Les syndicats de copropriété sans SIREN sont-ils concernés ?

Tout dépend de leur situation fiscale et de leur assujettissement à la TVA. Dans de nombreux cas, un syndicat non assujetti reste hors du périmètre, mais certaines situations particulières nécessitent une analyse plus précise.

Comment gérer les échanges entre le syndicat de copropriété et le cabinet de syndic ?

Il faut distinguer le moment où vous facturez vos propres prestations de celui où vous intervenez pour le compte du syndicat. Selon la situation fiscale du syndicat, certains flux pourront devoir transiter via une plateforme agréée.

Les syndicats de copropriété et associations sont-ils concernés ?

Pas automatiquement. Là encore, tout dépend de leur situation fiscale et de la nature des prestations concernées. Une vérification au cas par cas reste souvent nécessaire.

Les bailleurs et les SCI sont-ils concernés ?

Oui, dans certains cas seulement. La réponse dépend du régime de TVA applicable, du type de location et de la nature des prestations réalisées. Certaines SCI ou certains bailleurs seront concernés, d’autres non.

 

Partie 5 : Questions spécifiques aux agents immobiliers 

 

Les honoraires d’agence immobilière sont-ils concernés par la facturation électronique ?

Oui, dès lors que votre agence facture un client professionnel assujetti à la TVA, vos honoraires entrent dans le champ de la facturation électronique obligatoire. En revanche, lorsque vous facturez un particulier, il ne s’agit pas d’e-invoicing mais d’e-reporting B2C.

Comment gérer les factures dans le cadre d’une délégation de mandat entre agences ?

Dans le cadre d’une inter-agence ou d’une délégation de mandat, les échanges d’honoraires entre professionnels de l’immobilier relèvent généralement du B2B assujetti à la TVA. Les factures concernées devront donc transiter via une plateforme agréée conformément à la réforme.

Les acomptes versés dans le cadre d’une transaction immobilière sont-ils concernés ?

Oui. Lorsqu’un acompte donne lieu à facturation dans une opération entrant dans le champ de la TVA, les données associées doivent être transmises selon les règles de la réforme.
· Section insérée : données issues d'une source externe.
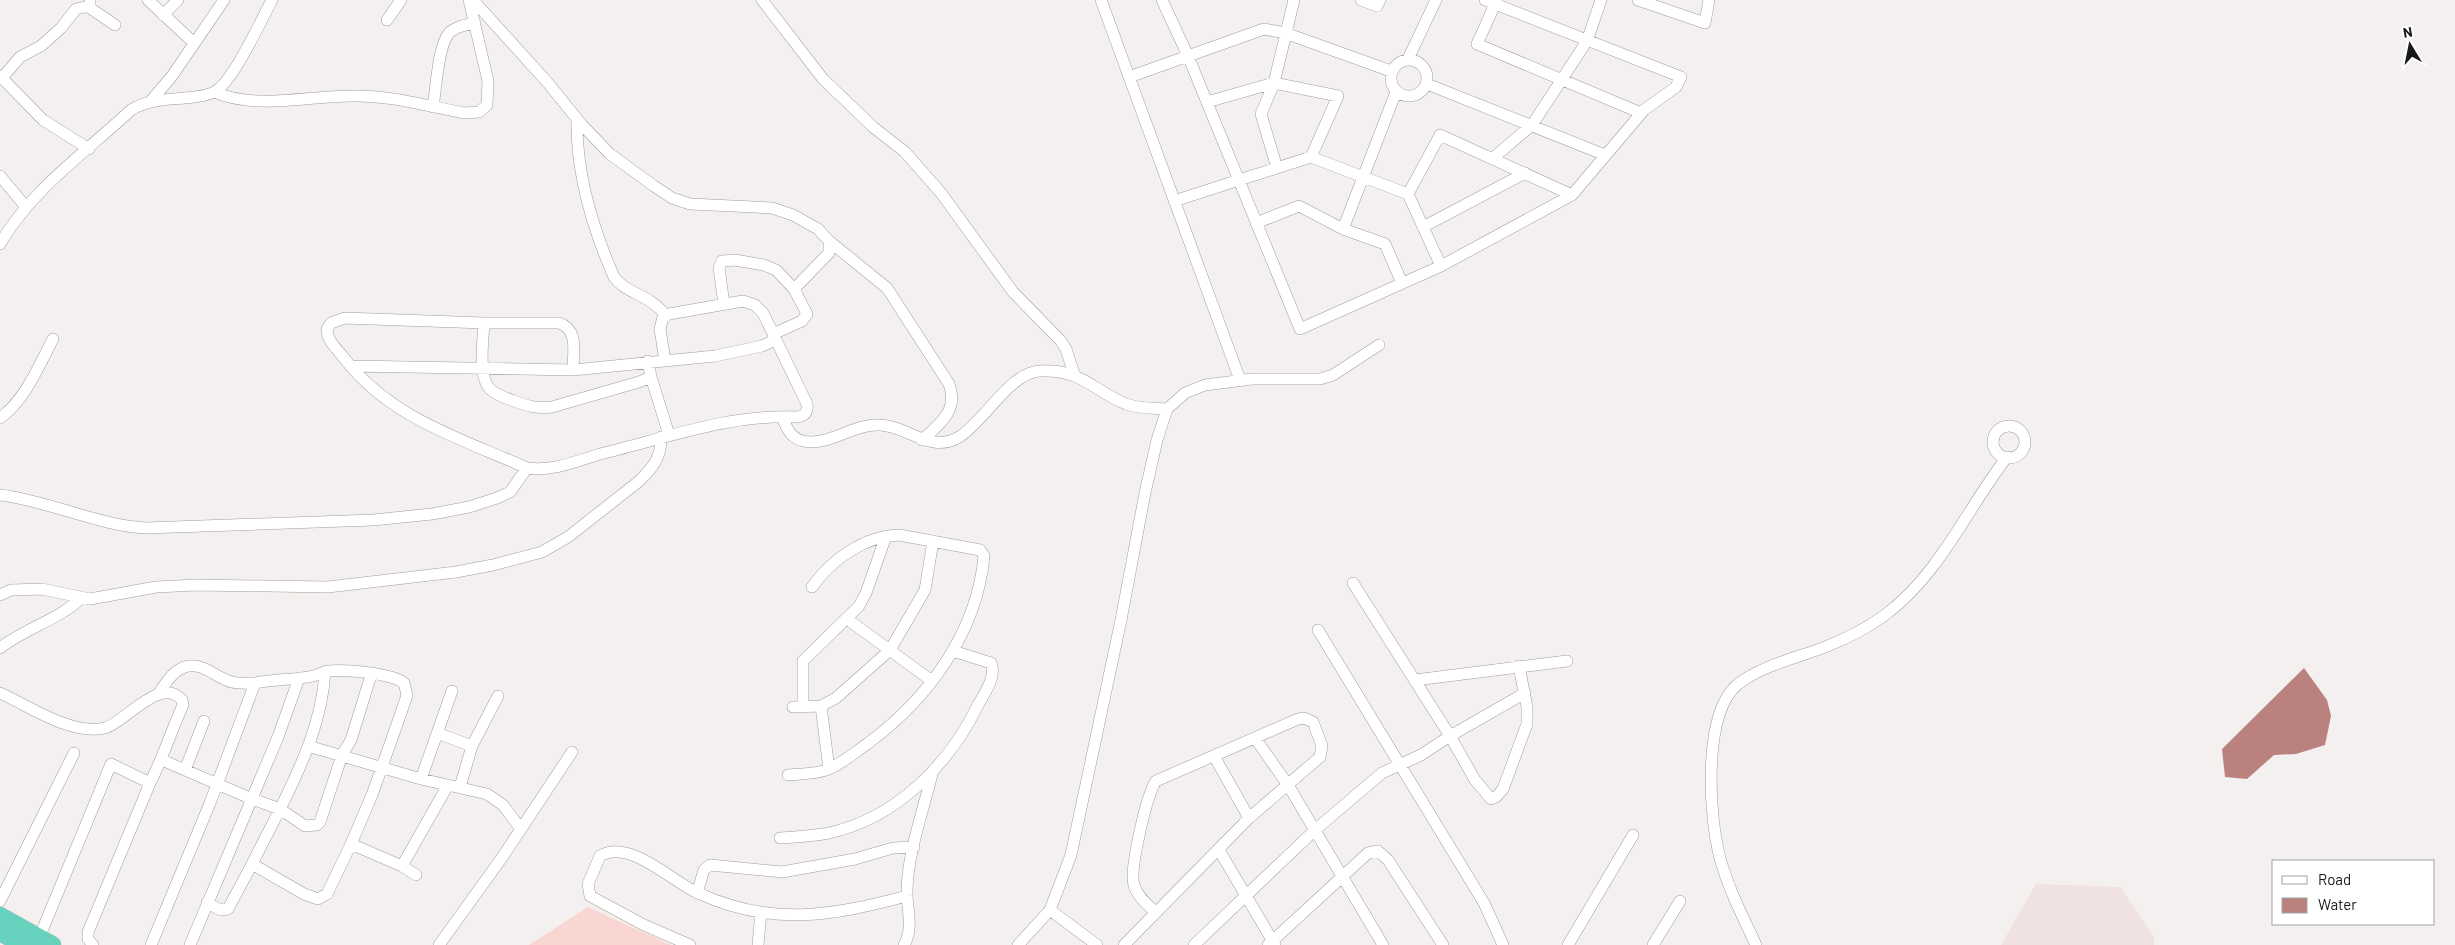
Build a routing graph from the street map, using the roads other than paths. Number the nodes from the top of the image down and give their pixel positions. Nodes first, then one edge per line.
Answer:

Le traitement dépend ensuite de la nature de l’opération : e-invoicing pour un client professionnel assujetti, e-reporting dans certains cas B2C.

Le fait que le règlement transite par le notaire change-t-il les obligations de l’agence ?

Non. Le circuit de paiement n’a pas d’impact direct sur les obligations liées à la réforme. Même si les fonds transitent par le notaire, l’agence doit respecter les règles applicables à la transmission de ses factures et des données de transaction lorsque l’opération entre dans le périmètre de la facturation électronique.

Les agents commerciaux rattachés à une agence immobilière sont-ils concernés ?

Oui, s’ils sont assujettis à la TVA, même lorsqu’ils bénéficient d’un régime de franchise en base. Les commissions facturées à l’agence immobilière peuvent alors relever de la facturation électronique obligatoire entre professionnels.:

 

Partie 6 : Questions de conformité

 

Quelles sont les modalités d’archivage des factures électroniques ?

Vos factures électroniques devront être conservées pendant 10 ans, avec des garanties d’authenticité, d’intégrité et de lisibilité. L’archivage doit donc être pensé comme un sujet de conformité à part entière.

En cas d’erreur, peut-on faire une facture électronique modificative ?

Oui. Une correction reste possible, mais elle doit respecter les règles applicables, notamment en matière de traçabilité et de lien avec la facture initiale. Il ne s’agit pas d’une simple modification manuelle sans historique.